TASK INSTRUCTIONS: Write out the data word for word and omit every picture.

DATASET CONTENT:
Start of Block
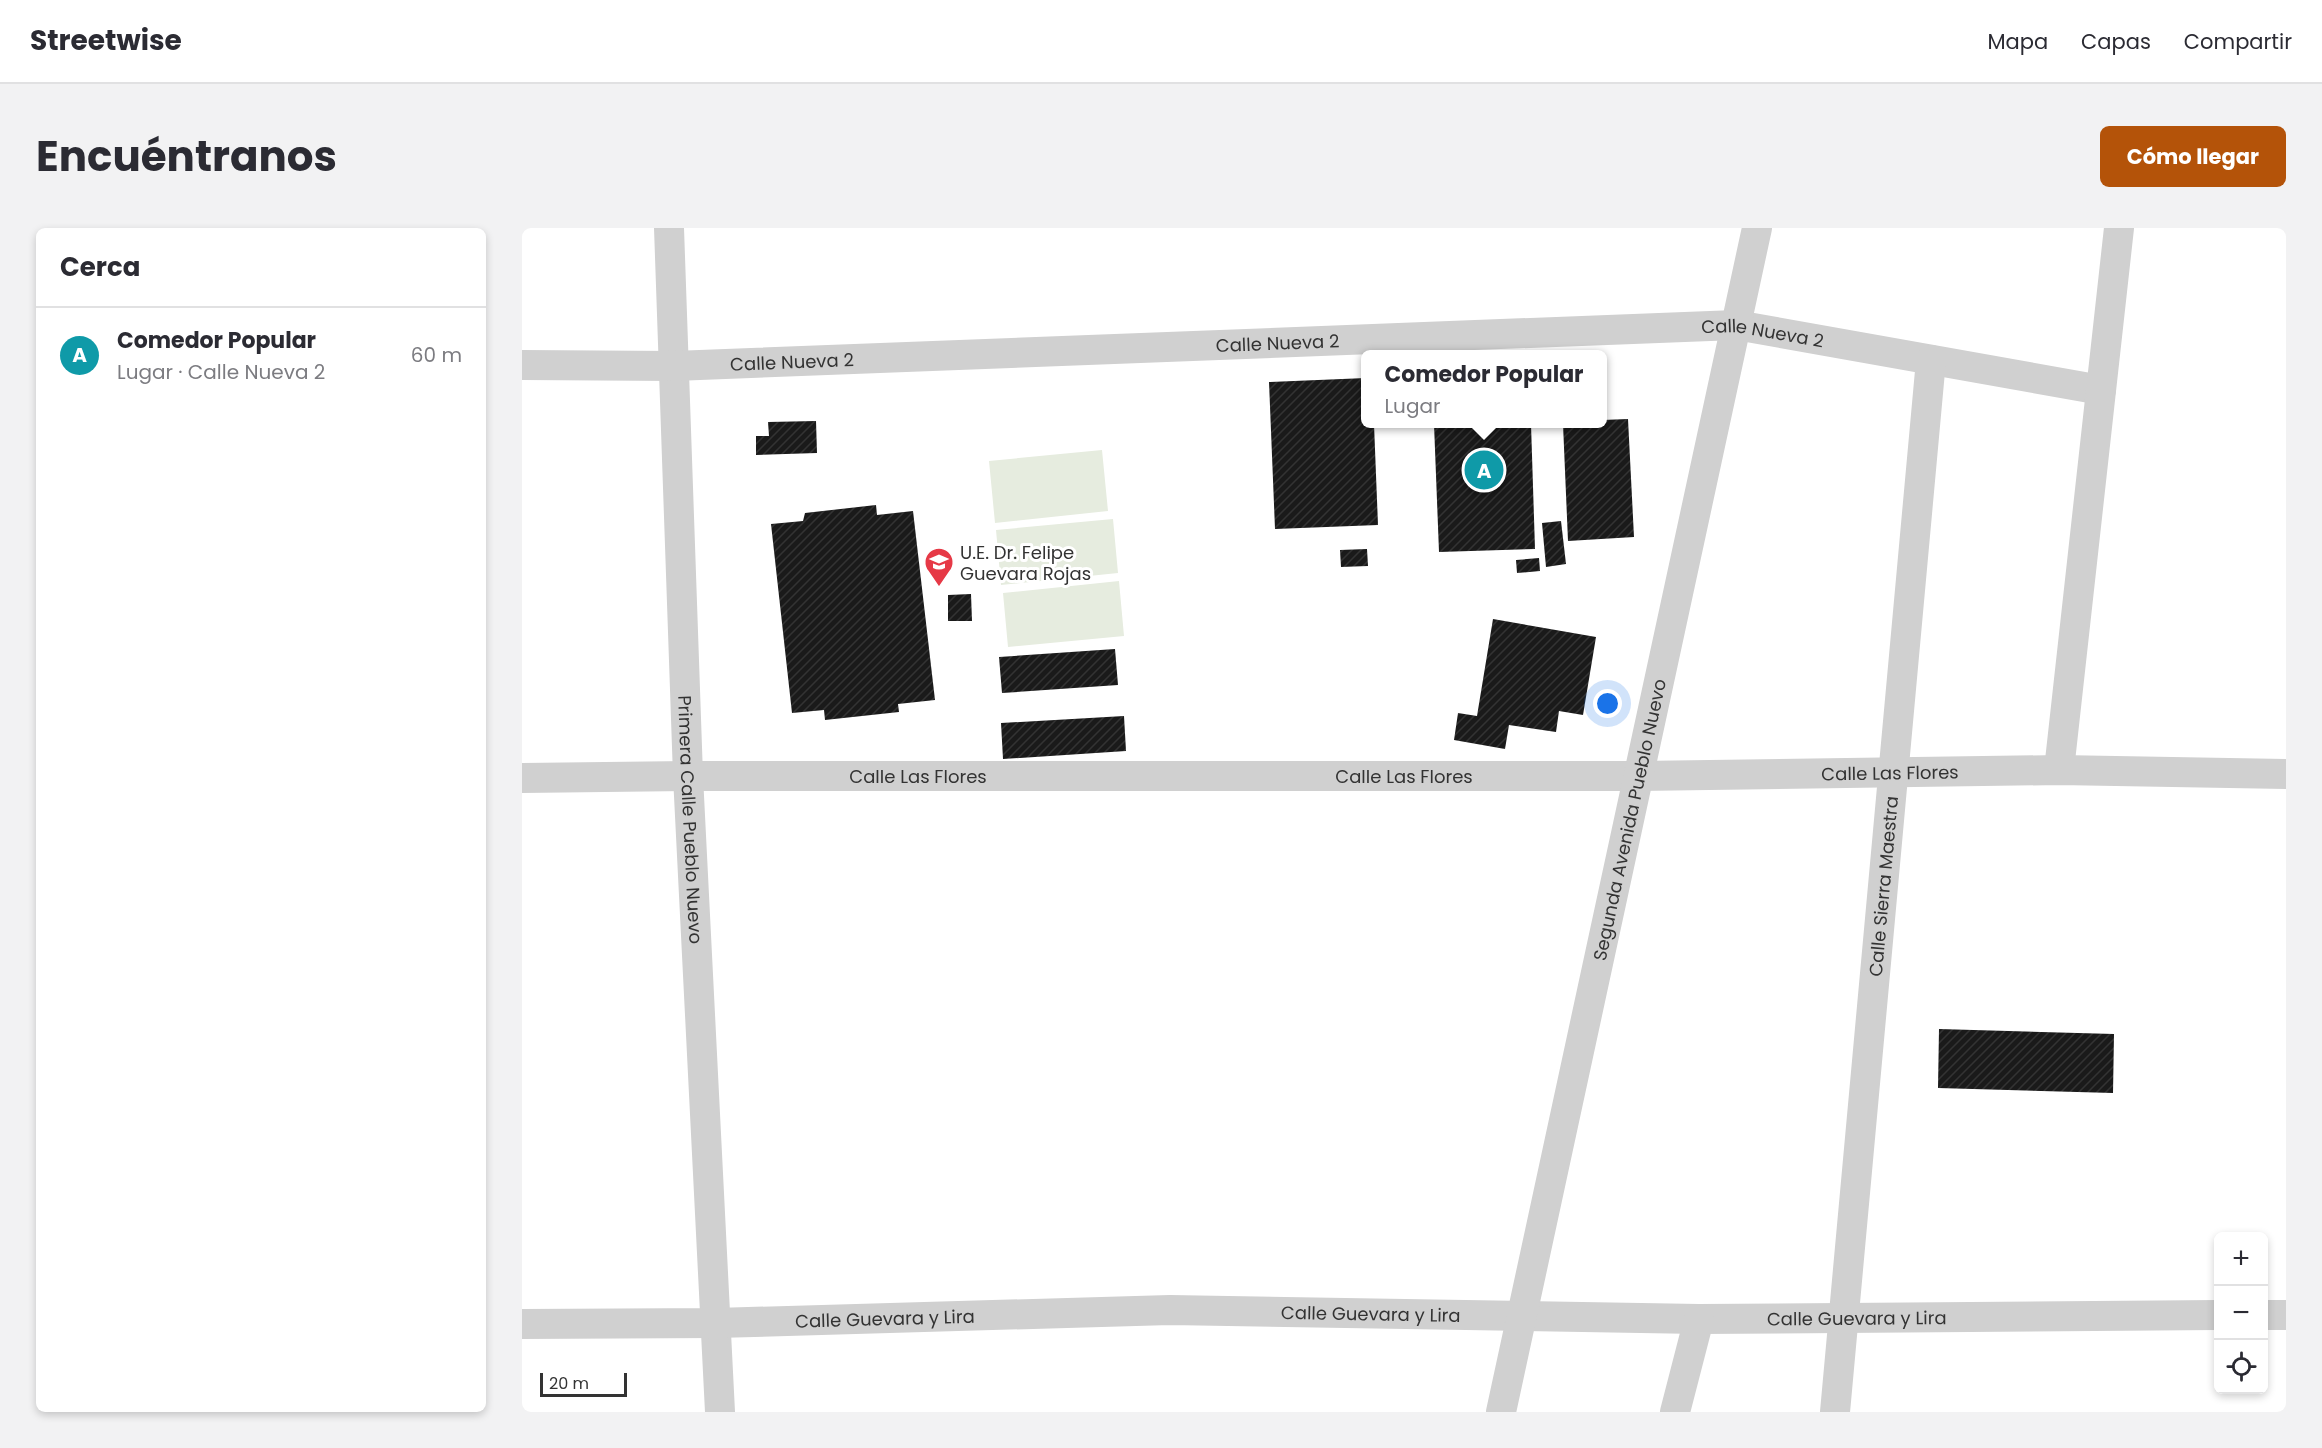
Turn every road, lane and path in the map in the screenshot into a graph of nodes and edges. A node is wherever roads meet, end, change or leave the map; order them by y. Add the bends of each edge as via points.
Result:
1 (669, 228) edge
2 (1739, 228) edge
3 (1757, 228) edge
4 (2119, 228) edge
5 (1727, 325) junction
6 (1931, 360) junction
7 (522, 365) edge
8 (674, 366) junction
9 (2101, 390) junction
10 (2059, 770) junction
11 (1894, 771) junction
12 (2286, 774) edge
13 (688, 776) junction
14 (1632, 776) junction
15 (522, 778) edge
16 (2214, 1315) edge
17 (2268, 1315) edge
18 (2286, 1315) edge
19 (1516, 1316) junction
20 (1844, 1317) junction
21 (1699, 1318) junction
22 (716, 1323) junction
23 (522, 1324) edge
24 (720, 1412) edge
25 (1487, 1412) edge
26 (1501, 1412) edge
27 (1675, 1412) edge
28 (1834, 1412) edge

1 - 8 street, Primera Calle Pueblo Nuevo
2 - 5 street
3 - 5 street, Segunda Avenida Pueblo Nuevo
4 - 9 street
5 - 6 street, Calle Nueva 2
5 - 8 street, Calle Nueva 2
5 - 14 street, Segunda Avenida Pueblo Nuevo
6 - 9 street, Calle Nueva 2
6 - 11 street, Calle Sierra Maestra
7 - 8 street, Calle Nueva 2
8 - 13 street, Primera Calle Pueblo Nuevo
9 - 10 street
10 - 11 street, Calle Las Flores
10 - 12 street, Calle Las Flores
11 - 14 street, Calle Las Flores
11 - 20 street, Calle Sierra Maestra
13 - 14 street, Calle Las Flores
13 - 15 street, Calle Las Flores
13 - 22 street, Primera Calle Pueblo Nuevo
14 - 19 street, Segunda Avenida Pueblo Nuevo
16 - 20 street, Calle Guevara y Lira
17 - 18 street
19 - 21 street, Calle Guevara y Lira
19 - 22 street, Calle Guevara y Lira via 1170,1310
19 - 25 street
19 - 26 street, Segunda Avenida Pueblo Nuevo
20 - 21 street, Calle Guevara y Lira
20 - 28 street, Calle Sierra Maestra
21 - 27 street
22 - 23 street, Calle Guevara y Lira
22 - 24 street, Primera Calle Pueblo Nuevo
End of Block
RESULT OF THE EXERCISE:
Turn every road, lane and path in the map in the screenshot into a graph of nodes and edges. A node is wherever roads meet, end, change or leave the map; order them by y. Add the bends of each edge as via points.
Result:
1 (669, 228) edge
2 (1739, 228) edge
3 (1757, 228) edge
4 (2119, 228) edge
5 (1727, 325) junction
6 (1931, 360) junction
7 (522, 365) edge
8 (674, 366) junction
9 (2101, 390) junction
10 (2059, 770) junction
11 (1894, 771) junction
12 (2286, 774) edge
13 (688, 776) junction
14 (1632, 776) junction
15 (522, 778) edge
16 (2214, 1315) edge
17 (2268, 1315) edge
18 (2286, 1315) edge
19 (1516, 1316) junction
20 (1844, 1317) junction
21 (1699, 1318) junction
22 (716, 1323) junction
23 (522, 1324) edge
24 (720, 1412) edge
25 (1487, 1412) edge
26 (1501, 1412) edge
27 (1675, 1412) edge
28 (1834, 1412) edge

1 - 8 street, Primera Calle Pueblo Nuevo
2 - 5 street
3 - 5 street, Segunda Avenida Pueblo Nuevo
4 - 9 street
5 - 6 street, Calle Nueva 2
5 - 8 street, Calle Nueva 2
5 - 14 street, Segunda Avenida Pueblo Nuevo
6 - 9 street, Calle Nueva 2
6 - 11 street, Calle Sierra Maestra
7 - 8 street, Calle Nueva 2
8 - 13 street, Primera Calle Pueblo Nuevo
9 - 10 street
10 - 11 street, Calle Las Flores
10 - 12 street, Calle Las Flores
11 - 14 street, Calle Las Flores
11 - 20 street, Calle Sierra Maestra
13 - 14 street, Calle Las Flores
13 - 15 street, Calle Las Flores
13 - 22 street, Primera Calle Pueblo Nuevo
14 - 19 street, Segunda Avenida Pueblo Nuevo
16 - 20 street, Calle Guevara y Lira
17 - 18 street
19 - 21 street, Calle Guevara y Lira
19 - 22 street, Calle Guevara y Lira via 1170,1310
19 - 25 street
19 - 26 street, Segunda Avenida Pueblo Nuevo
20 - 21 street, Calle Guevara y Lira
20 - 28 street, Calle Sierra Maestra
21 - 27 street
22 - 23 street, Calle Guevara y Lira
22 - 24 street, Primera Calle Pueblo Nuevo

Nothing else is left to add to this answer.